[Required work]: Locate all lines in the data below that hold "Dell" and show them.

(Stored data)
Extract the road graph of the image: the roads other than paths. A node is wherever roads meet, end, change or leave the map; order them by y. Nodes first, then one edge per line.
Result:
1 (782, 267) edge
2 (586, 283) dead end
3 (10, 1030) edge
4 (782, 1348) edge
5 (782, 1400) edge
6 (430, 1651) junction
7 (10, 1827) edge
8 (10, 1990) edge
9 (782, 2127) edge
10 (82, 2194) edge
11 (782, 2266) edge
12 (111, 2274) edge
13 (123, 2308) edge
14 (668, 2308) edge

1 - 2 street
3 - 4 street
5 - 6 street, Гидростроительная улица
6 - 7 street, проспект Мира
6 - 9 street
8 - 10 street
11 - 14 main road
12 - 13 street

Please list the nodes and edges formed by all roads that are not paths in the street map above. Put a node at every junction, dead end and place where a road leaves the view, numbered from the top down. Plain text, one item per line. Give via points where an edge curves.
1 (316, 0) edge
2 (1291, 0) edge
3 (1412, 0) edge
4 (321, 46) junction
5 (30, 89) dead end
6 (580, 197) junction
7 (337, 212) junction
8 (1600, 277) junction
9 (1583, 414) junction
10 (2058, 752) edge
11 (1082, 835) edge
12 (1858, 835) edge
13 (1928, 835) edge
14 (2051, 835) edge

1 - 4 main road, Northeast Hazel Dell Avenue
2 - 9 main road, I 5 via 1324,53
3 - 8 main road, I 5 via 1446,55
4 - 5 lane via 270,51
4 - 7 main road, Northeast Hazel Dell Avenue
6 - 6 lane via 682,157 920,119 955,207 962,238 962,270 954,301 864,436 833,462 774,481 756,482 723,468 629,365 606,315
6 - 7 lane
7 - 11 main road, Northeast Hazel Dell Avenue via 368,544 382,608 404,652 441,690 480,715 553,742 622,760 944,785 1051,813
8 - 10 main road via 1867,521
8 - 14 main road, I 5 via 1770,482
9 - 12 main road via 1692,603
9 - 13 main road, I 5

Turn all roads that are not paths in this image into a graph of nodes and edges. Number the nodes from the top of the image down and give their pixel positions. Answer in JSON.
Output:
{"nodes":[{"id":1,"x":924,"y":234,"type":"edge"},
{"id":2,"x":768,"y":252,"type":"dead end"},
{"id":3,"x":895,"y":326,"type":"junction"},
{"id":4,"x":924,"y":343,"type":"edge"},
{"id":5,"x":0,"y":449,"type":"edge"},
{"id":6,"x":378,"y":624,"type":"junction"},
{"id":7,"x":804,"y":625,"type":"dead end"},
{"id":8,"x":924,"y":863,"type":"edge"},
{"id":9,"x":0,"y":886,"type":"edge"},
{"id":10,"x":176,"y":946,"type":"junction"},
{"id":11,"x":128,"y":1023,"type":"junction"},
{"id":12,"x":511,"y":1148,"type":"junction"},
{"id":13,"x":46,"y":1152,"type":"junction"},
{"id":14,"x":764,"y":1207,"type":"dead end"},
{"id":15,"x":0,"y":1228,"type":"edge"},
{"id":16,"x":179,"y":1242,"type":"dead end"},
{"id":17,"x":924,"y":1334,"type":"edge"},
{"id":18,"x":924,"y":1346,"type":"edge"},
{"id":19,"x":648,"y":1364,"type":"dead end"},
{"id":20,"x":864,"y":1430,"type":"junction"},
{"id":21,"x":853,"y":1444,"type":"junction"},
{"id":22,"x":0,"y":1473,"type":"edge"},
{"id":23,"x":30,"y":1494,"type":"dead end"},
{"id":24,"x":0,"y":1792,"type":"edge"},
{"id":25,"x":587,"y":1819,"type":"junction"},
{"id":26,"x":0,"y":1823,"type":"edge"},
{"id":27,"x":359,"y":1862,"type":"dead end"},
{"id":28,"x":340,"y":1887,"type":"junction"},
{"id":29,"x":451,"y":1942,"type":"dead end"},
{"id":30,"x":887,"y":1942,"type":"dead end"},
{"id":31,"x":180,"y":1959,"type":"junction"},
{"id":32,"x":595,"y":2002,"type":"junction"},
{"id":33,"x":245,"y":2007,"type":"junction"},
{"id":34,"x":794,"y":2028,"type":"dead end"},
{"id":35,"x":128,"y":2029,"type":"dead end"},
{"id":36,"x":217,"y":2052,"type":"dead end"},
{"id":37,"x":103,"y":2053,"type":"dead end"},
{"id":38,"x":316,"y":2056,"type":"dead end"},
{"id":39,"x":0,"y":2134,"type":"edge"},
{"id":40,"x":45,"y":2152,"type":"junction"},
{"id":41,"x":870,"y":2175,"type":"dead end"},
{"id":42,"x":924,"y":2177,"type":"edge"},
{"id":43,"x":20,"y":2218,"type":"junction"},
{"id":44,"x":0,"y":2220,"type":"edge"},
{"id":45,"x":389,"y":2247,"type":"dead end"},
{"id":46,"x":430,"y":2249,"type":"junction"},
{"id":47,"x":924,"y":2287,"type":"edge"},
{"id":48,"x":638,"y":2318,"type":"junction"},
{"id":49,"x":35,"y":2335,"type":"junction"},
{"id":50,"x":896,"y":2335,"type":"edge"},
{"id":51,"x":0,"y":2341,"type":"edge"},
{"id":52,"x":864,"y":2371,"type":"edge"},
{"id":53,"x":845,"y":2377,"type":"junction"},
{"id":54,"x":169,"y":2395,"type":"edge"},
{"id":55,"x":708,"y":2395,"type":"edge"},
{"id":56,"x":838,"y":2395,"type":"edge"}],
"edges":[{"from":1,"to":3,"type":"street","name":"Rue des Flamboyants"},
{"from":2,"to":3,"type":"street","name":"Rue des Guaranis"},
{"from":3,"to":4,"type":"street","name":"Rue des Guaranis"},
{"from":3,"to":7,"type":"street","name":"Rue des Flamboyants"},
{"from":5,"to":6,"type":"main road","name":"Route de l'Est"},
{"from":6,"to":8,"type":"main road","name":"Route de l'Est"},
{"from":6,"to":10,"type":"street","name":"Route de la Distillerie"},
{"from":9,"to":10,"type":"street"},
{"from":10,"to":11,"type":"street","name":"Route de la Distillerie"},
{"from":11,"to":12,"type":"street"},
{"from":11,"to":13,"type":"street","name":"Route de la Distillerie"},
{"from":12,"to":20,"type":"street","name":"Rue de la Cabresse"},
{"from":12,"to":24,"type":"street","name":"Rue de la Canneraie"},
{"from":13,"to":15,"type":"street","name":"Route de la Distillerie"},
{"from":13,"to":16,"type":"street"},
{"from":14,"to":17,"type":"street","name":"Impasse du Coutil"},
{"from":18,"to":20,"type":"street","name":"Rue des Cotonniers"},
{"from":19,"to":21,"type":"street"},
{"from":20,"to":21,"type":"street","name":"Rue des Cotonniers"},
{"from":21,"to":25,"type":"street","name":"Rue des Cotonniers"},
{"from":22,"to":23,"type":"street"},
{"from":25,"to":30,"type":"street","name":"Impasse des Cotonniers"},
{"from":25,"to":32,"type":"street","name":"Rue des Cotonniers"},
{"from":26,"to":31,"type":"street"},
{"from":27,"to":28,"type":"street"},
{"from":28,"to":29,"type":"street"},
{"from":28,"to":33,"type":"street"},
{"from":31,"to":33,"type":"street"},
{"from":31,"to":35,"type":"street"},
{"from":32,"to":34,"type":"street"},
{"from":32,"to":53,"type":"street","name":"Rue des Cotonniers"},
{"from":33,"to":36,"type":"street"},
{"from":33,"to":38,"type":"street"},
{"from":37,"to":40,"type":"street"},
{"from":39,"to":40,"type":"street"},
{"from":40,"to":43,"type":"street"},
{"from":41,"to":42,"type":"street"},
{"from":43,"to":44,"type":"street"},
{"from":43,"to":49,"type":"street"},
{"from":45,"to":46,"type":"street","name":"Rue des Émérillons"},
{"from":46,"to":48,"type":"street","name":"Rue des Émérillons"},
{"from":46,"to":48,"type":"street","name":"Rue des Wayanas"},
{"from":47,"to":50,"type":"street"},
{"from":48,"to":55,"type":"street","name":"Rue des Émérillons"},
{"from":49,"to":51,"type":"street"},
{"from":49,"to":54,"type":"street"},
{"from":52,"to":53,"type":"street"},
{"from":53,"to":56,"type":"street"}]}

[Expected answer]:
1 - 4 main road, Northeast Hazel Dell Avenue
4 - 7 main road, Northeast Hazel Dell Avenue
7 - 11 main road, Northeast Hazel Dell Avenue via 368,544 382,608 404,652 441,690 480,715 553,742 622,760 944,785 1051,813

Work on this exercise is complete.